***** EXERCISE MATERIALS

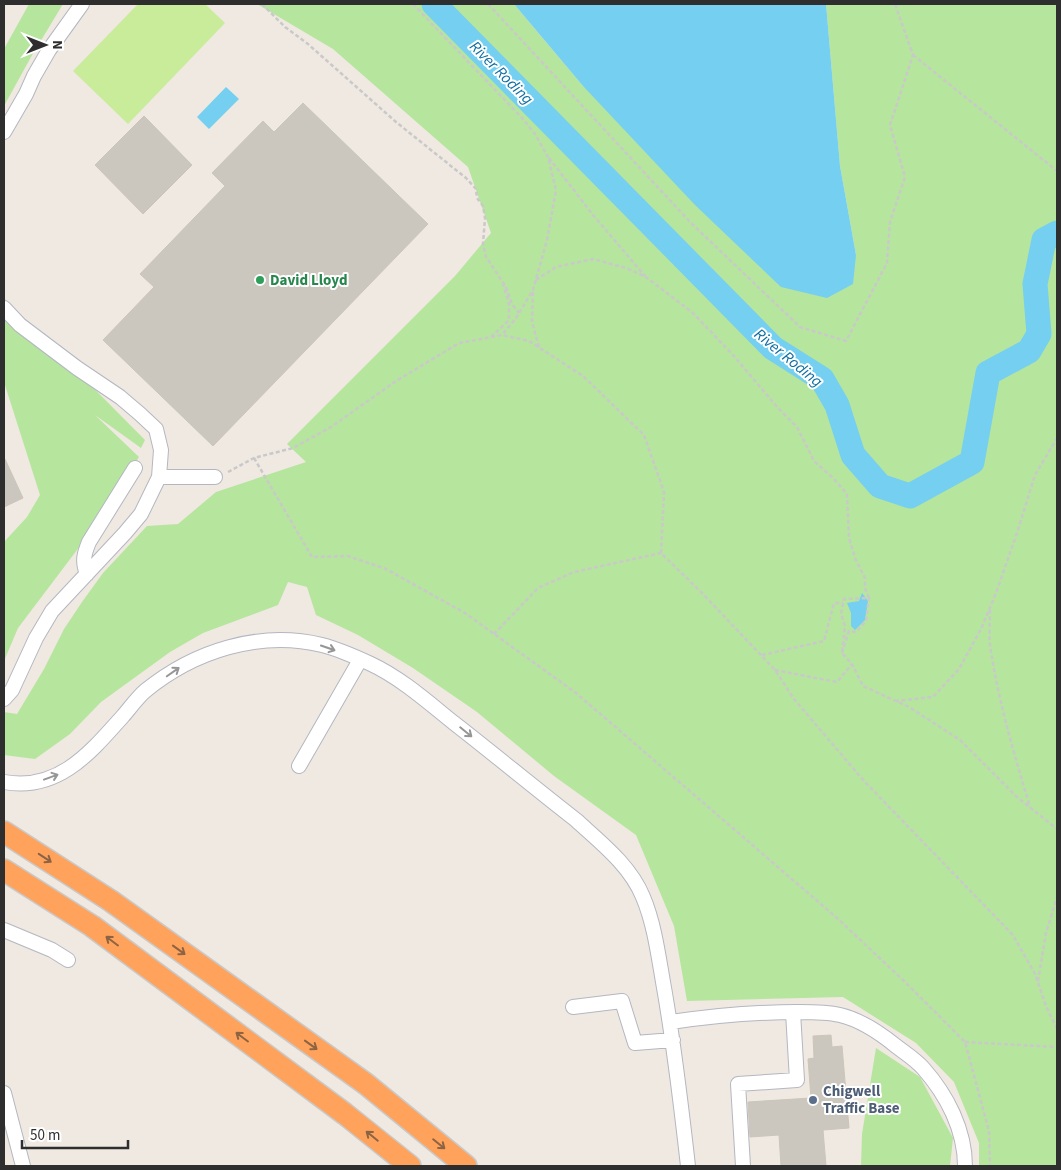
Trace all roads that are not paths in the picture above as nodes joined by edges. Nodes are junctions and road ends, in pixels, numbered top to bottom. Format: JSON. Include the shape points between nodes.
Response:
{"nodes":[{"id":1,"x":82,"y":4,"type":"edge"},
{"id":2,"x":4,"y":132,"type":"edge"},
{"id":3,"x":4,"y":308,"type":"edge"},
{"id":4,"x":135,"y":468,"type":"dead end"},
{"id":5,"x":159,"y":477,"type":"junction"},
{"id":6,"x":215,"y":477,"type":"road end"},
{"id":7,"x":87,"y":574,"type":"junction"},
{"id":8,"x":360,"y":660,"type":"junction"},
{"id":9,"x":4,"y":698,"type":"edge"},
{"id":10,"x":299,"y":766,"type":"dead end"},
{"id":11,"x":4,"y":782,"type":"edge"},
{"id":12,"x":4,"y":832,"type":"edge"},
{"id":13,"x":4,"y":870,"type":"edge"},
{"id":14,"x":4,"y":930,"type":"edge"},
{"id":15,"x":68,"y":960,"type":"dead end"},
{"id":16,"x":572,"y":1007,"type":"dead end"},
{"id":17,"x":792,"y":1012,"type":"junction"},
{"id":18,"x":671,"y":1022,"type":"junction"},
{"id":19,"x":673,"y":1040,"type":"junction"},
{"id":20,"x":4,"y":1093,"type":"edge"},
{"id":21,"x":23,"y":1166,"type":"edge"},
{"id":22,"x":410,"y":1166,"type":"edge"},
{"id":23,"x":466,"y":1166,"type":"edge"},
{"id":24,"x":688,"y":1166,"type":"edge"},
{"id":25,"x":743,"y":1166,"type":"edge"},
{"id":26,"x":965,"y":1166,"type":"edge"}],
"edges":[{"from":1,"to":2,"type":"street","via":[[49,50]]},
{"from":3,"to":5,"type":"street","via":[[20,325],[120,397],[156,429],[161,450]]},
{"from":4,"to":7,"type":"street","via":[[89,542],[83,564]]},
{"from":5,"to":6,"type":"street"},
{"from":5,"to":7,"type":"street","via":[[141,514]]},
{"from":7,"to":9,"type":"street","via":[[52,611],[12,690]]},
{"from":8,"to":10,"type":"street"},
{"from":11,"to":8,"type":"street","one_way":true,"via":[[18,784],[52,778],[72,767],[96,747],[144,692],[181,666],[223,648],[279,640],[322,646]]},
{"from":8,"to":18,"type":"street","one_way":true,"via":[[413,690],[576,820],[626,869],[643,896],[656,940]]},
{"from":12,"to":23,"type":"highway","one_way":true,"via":[[111,901],[350,1073]]},
{"from":22,"to":13,"type":"highway","one_way":true,"via":[[92,926]]},
{"from":14,"to":15,"type":"street"},
{"from":16,"to":19,"type":"street","via":[[622,1001],[635,1043]]},
{"from":17,"to":18,"type":"street"},
{"from":17,"to":25,"type":"street","via":[[796,1080],[738,1084]]},
{"from":17,"to":26,"type":"street","via":[[821,1012],[858,1021],[922,1066],[943,1094],[957,1123]]},
{"from":18,"to":19,"type":"street"},
{"from":19,"to":24,"type":"street"},
{"from":20,"to":21,"type":"street"}]}
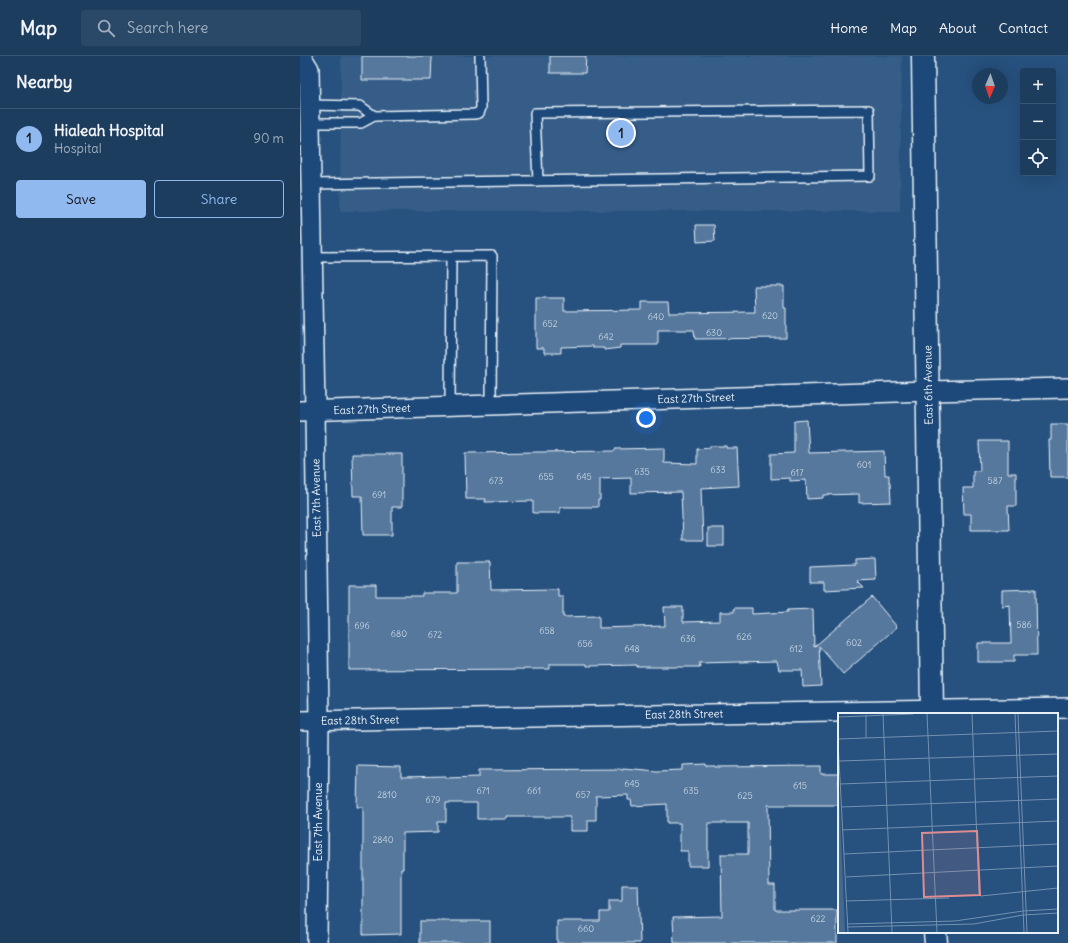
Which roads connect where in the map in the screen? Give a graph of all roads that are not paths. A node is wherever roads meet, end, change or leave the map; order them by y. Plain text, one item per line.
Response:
1 (301, 56) edge
2 (480, 56) edge
3 (923, 56) edge
4 (309, 114) junction
5 (374, 116) junction
6 (538, 181) junction
7 (311, 184) junction
8 (312, 257) junction
9 (451, 257) junction
10 (1068, 388) edge
11 (928, 391) junction
12 (491, 405) junction
13 (450, 406) junction
14 (308, 410) edge
15 (1068, 708) edge
16 (932, 712) edge
17 (838, 713) edge
18 (855, 713) edge
19 (300, 720) edge
20 (319, 720) junction
21 (935, 933) edge
22 (317, 943) edge
23 (936, 943) edge

1 - 4 street, East 7th Avenue
2 - 5 lane
3 - 11 street, East 6th Avenue
4 - 5 lane
4 - 5 lane
4 - 7 street, East 7th Avenue
6 - 6 lane
6 - 7 lane
7 - 8 street, East 7th Avenue
8 - 9 lane
8 - 14 street, East 7th Avenue
9 - 12 lane
9 - 13 lane
10 - 11 street, East 27th Street
11 - 12 street, East 27th Street
11 - 16 street, East 6th Avenue
12 - 13 street, East 27th Street
13 - 14 street, East 27th Street
14 - 20 street, East 7th Avenue
15 - 16 street, East 28th Street
16 - 18 street, East 28th Street
17 - 20 street, East 28th Street
19 - 20 street, East 28th Street
20 - 22 street, East 7th Avenue
21 - 23 street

**********

* _DIRECTIONS FOR THIS TASK_: Give an exact copy of the material, leaving out every picture.

* _FINISHED TASK_:
Trace all roads that are not paths in the picture above as nodes joined by edges. Nodes are junctions and road ends, in pixels, numbered top to bottom. Format: JSON. Include the shape points between nodes.
Response:
{"nodes":[{"id":1,"x":82,"y":4,"type":"edge"},
{"id":2,"x":4,"y":132,"type":"edge"},
{"id":3,"x":4,"y":308,"type":"edge"},
{"id":4,"x":135,"y":468,"type":"dead end"},
{"id":5,"x":159,"y":477,"type":"junction"},
{"id":6,"x":215,"y":477,"type":"road end"},
{"id":7,"x":87,"y":574,"type":"junction"},
{"id":8,"x":360,"y":660,"type":"junction"},
{"id":9,"x":4,"y":698,"type":"edge"},
{"id":10,"x":299,"y":766,"type":"dead end"},
{"id":11,"x":4,"y":782,"type":"edge"},
{"id":12,"x":4,"y":832,"type":"edge"},
{"id":13,"x":4,"y":870,"type":"edge"},
{"id":14,"x":4,"y":930,"type":"edge"},
{"id":15,"x":68,"y":960,"type":"dead end"},
{"id":16,"x":572,"y":1007,"type":"dead end"},
{"id":17,"x":792,"y":1012,"type":"junction"},
{"id":18,"x":671,"y":1022,"type":"junction"},
{"id":19,"x":673,"y":1040,"type":"junction"},
{"id":20,"x":4,"y":1093,"type":"edge"},
{"id":21,"x":23,"y":1166,"type":"edge"},
{"id":22,"x":410,"y":1166,"type":"edge"},
{"id":23,"x":466,"y":1166,"type":"edge"},
{"id":24,"x":688,"y":1166,"type":"edge"},
{"id":25,"x":743,"y":1166,"type":"edge"},
{"id":26,"x":965,"y":1166,"type":"edge"}],
"edges":[{"from":1,"to":2,"type":"street","via":[[49,50]]},
{"from":3,"to":5,"type":"street","via":[[20,325],[120,397],[156,429],[161,450]]},
{"from":4,"to":7,"type":"street","via":[[89,542],[83,564]]},
{"from":5,"to":6,"type":"street"},
{"from":5,"to":7,"type":"street","via":[[141,514]]},
{"from":7,"to":9,"type":"street","via":[[52,611],[12,690]]},
{"from":8,"to":10,"type":"street"},
{"from":11,"to":8,"type":"street","one_way":true,"via":[[18,784],[52,778],[72,767],[96,747],[144,692],[181,666],[223,648],[279,640],[322,646]]},
{"from":8,"to":18,"type":"street","one_way":true,"via":[[413,690],[576,820],[626,869],[643,896],[656,940]]},
{"from":12,"to":23,"type":"highway","one_way":true,"via":[[111,901],[350,1073]]},
{"from":22,"to":13,"type":"highway","one_way":true,"via":[[92,926]]},
{"from":14,"to":15,"type":"street"},
{"from":16,"to":19,"type":"street","via":[[622,1001],[635,1043]]},
{"from":17,"to":18,"type":"street"},
{"from":17,"to":25,"type":"street","via":[[796,1080],[738,1084]]},
{"from":17,"to":26,"type":"street","via":[[821,1012],[858,1021],[922,1066],[943,1094],[957,1123]]},
{"from":18,"to":19,"type":"street"},
{"from":19,"to":24,"type":"street"},
{"from":20,"to":21,"type":"street"}]}
Which roads connect where in the map in the screen? Give a graph of all roads that are not paths. A node is wherever roads meet, end, change or leave the map; order them by y. Plain text, one item per line.
Response:
1 (301, 56) edge
2 (480, 56) edge
3 (923, 56) edge
4 (309, 114) junction
5 (374, 116) junction
6 (538, 181) junction
7 (311, 184) junction
8 (312, 257) junction
9 (451, 257) junction
10 (1068, 388) edge
11 (928, 391) junction
12 (491, 405) junction
13 (450, 406) junction
14 (308, 410) edge
15 (1068, 708) edge
16 (932, 712) edge
17 (838, 713) edge
18 (855, 713) edge
19 (300, 720) edge
20 (319, 720) junction
21 (935, 933) edge
22 (317, 943) edge
23 (936, 943) edge

1 - 4 street, East 7th Avenue
2 - 5 lane
3 - 11 street, East 6th Avenue
4 - 5 lane
4 - 5 lane
4 - 7 street, East 7th Avenue
6 - 6 lane
6 - 7 lane
7 - 8 street, East 7th Avenue
8 - 9 lane
8 - 14 street, East 7th Avenue
9 - 12 lane
9 - 13 lane
10 - 11 street, East 27th Street
11 - 12 street, East 27th Street
11 - 16 street, East 6th Avenue
12 - 13 street, East 27th Street
13 - 14 street, East 27th Street
14 - 20 street, East 7th Avenue
15 - 16 street, East 28th Street
16 - 18 street, East 28th Street
17 - 20 street, East 28th Street
19 - 20 street, East 28th Street
20 - 22 street, East 7th Avenue
21 - 23 street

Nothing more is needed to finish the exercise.